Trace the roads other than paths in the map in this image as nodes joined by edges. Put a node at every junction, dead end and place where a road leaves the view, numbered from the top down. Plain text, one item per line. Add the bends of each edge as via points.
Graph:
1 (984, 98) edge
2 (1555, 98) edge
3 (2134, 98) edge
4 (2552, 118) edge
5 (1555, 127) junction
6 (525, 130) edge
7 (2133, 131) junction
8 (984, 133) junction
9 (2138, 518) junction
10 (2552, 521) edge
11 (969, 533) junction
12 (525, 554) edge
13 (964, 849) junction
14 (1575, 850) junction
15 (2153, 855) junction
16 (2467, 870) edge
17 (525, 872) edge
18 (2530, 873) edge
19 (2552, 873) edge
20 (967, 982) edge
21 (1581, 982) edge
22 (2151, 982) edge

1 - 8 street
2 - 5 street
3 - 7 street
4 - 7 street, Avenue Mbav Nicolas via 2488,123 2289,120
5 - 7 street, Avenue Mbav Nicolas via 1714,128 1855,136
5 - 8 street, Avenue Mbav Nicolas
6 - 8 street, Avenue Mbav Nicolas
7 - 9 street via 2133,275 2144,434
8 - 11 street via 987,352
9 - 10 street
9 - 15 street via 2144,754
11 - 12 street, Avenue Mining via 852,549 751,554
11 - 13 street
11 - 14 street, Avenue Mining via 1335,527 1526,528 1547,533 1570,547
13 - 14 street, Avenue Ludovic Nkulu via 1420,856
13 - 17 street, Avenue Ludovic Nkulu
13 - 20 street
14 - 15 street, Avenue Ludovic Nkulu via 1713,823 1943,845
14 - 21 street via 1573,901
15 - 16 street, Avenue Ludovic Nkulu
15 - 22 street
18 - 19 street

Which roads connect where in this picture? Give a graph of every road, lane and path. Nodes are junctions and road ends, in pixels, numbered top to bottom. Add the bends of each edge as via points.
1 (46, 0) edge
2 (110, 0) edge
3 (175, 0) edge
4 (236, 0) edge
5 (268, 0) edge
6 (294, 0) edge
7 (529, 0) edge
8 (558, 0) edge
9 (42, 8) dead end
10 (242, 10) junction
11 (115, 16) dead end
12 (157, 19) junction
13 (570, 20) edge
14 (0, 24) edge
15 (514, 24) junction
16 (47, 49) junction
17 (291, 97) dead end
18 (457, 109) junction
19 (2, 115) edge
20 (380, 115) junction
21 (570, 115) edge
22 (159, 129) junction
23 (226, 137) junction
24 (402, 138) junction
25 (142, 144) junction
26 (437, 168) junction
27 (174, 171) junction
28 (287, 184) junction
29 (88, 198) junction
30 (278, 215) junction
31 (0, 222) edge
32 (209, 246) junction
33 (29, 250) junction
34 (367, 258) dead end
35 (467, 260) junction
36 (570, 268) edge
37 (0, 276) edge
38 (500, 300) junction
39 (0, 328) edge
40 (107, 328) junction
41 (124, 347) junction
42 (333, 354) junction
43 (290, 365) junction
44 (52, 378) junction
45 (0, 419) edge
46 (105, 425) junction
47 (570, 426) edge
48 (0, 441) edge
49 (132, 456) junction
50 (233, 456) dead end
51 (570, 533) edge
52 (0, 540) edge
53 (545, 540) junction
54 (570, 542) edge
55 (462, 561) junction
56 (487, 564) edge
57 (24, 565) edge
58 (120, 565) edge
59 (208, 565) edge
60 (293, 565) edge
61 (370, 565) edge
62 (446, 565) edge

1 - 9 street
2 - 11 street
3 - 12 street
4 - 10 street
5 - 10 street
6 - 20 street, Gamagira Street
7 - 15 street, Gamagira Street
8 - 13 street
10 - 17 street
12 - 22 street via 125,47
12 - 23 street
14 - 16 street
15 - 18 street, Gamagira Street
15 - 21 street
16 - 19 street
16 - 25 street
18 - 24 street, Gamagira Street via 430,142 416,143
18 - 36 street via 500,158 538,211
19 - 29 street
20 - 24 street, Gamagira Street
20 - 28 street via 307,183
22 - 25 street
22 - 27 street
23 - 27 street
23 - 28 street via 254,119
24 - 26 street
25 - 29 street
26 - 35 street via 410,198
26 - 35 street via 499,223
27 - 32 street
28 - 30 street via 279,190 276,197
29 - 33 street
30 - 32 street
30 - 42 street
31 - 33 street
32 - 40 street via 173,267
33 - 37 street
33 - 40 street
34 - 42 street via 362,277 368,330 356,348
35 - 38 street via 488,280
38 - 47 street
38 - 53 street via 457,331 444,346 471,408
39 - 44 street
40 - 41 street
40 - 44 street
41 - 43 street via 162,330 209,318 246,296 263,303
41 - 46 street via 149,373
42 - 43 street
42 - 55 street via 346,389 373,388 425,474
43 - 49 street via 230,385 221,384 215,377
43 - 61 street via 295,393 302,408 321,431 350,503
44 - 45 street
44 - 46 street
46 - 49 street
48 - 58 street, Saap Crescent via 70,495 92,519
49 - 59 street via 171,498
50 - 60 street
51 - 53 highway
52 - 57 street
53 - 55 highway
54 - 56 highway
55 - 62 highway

Instructions to follow: Quote all the records. Keep every word exact.

Response to this exercise:
Trace the roads other than paths in the map in this image as nodes joined by edges. Put a node at every junction, dead end and place where a road leaves the view, numbered from the top down. Plain text, one item per line. Add the bends of each edge as via points.
Graph:
1 (984, 98) edge
2 (1555, 98) edge
3 (2134, 98) edge
4 (2552, 118) edge
5 (1555, 127) junction
6 (525, 130) edge
7 (2133, 131) junction
8 (984, 133) junction
9 (2138, 518) junction
10 (2552, 521) edge
11 (969, 533) junction
12 (525, 554) edge
13 (964, 849) junction
14 (1575, 850) junction
15 (2153, 855) junction
16 (2467, 870) edge
17 (525, 872) edge
18 (2530, 873) edge
19 (2552, 873) edge
20 (967, 982) edge
21 (1581, 982) edge
22 (2151, 982) edge

1 - 8 street
2 - 5 street
3 - 7 street
4 - 7 street, Avenue Mbav Nicolas via 2488,123 2289,120
5 - 7 street, Avenue Mbav Nicolas via 1714,128 1855,136
5 - 8 street, Avenue Mbav Nicolas
6 - 8 street, Avenue Mbav Nicolas
7 - 9 street via 2133,275 2144,434
8 - 11 street via 987,352
9 - 10 street
9 - 15 street via 2144,754
11 - 12 street, Avenue Mining via 852,549 751,554
11 - 13 street
11 - 14 street, Avenue Mining via 1335,527 1526,528 1547,533 1570,547
13 - 14 street, Avenue Ludovic Nkulu via 1420,856
13 - 17 street, Avenue Ludovic Nkulu
13 - 20 street
14 - 15 street, Avenue Ludovic Nkulu via 1713,823 1943,845
14 - 21 street via 1573,901
15 - 16 street, Avenue Ludovic Nkulu
15 - 22 street
18 - 19 street

Which roads connect where in this picture? Give a graph of every road, lane and path. Nodes are junctions and road ends, in pixels, numbered top to bottom. Add the bends of each edge as via points.
1 (46, 0) edge
2 (110, 0) edge
3 (175, 0) edge
4 (236, 0) edge
5 (268, 0) edge
6 (294, 0) edge
7 (529, 0) edge
8 (558, 0) edge
9 (42, 8) dead end
10 (242, 10) junction
11 (115, 16) dead end
12 (157, 19) junction
13 (570, 20) edge
14 (0, 24) edge
15 (514, 24) junction
16 (47, 49) junction
17 (291, 97) dead end
18 (457, 109) junction
19 (2, 115) edge
20 (380, 115) junction
21 (570, 115) edge
22 (159, 129) junction
23 (226, 137) junction
24 (402, 138) junction
25 (142, 144) junction
26 (437, 168) junction
27 (174, 171) junction
28 (287, 184) junction
29 (88, 198) junction
30 (278, 215) junction
31 (0, 222) edge
32 (209, 246) junction
33 (29, 250) junction
34 (367, 258) dead end
35 (467, 260) junction
36 (570, 268) edge
37 (0, 276) edge
38 (500, 300) junction
39 (0, 328) edge
40 (107, 328) junction
41 (124, 347) junction
42 (333, 354) junction
43 (290, 365) junction
44 (52, 378) junction
45 (0, 419) edge
46 (105, 425) junction
47 (570, 426) edge
48 (0, 441) edge
49 (132, 456) junction
50 (233, 456) dead end
51 (570, 533) edge
52 (0, 540) edge
53 (545, 540) junction
54 (570, 542) edge
55 (462, 561) junction
56 (487, 564) edge
57 (24, 565) edge
58 (120, 565) edge
59 (208, 565) edge
60 (293, 565) edge
61 (370, 565) edge
62 (446, 565) edge

1 - 9 street
2 - 11 street
3 - 12 street
4 - 10 street
5 - 10 street
6 - 20 street, Gamagira Street
7 - 15 street, Gamagira Street
8 - 13 street
10 - 17 street
12 - 22 street via 125,47
12 - 23 street
14 - 16 street
15 - 18 street, Gamagira Street
15 - 21 street
16 - 19 street
16 - 25 street
18 - 24 street, Gamagira Street via 430,142 416,143
18 - 36 street via 500,158 538,211
19 - 29 street
20 - 24 street, Gamagira Street
20 - 28 street via 307,183
22 - 25 street
22 - 27 street
23 - 27 street
23 - 28 street via 254,119
24 - 26 street
25 - 29 street
26 - 35 street via 410,198
26 - 35 street via 499,223
27 - 32 street
28 - 30 street via 279,190 276,197
29 - 33 street
30 - 32 street
30 - 42 street
31 - 33 street
32 - 40 street via 173,267
33 - 37 street
33 - 40 street
34 - 42 street via 362,277 368,330 356,348
35 - 38 street via 488,280
38 - 47 street
38 - 53 street via 457,331 444,346 471,408
39 - 44 street
40 - 41 street
40 - 44 street
41 - 43 street via 162,330 209,318 246,296 263,303
41 - 46 street via 149,373
42 - 43 street
42 - 55 street via 346,389 373,388 425,474
43 - 49 street via 230,385 221,384 215,377
43 - 61 street via 295,393 302,408 321,431 350,503
44 - 45 street
44 - 46 street
46 - 49 street
48 - 58 street, Saap Crescent via 70,495 92,519
49 - 59 street via 171,498
50 - 60 street
51 - 53 highway
52 - 57 street
53 - 55 highway
54 - 56 highway
55 - 62 highway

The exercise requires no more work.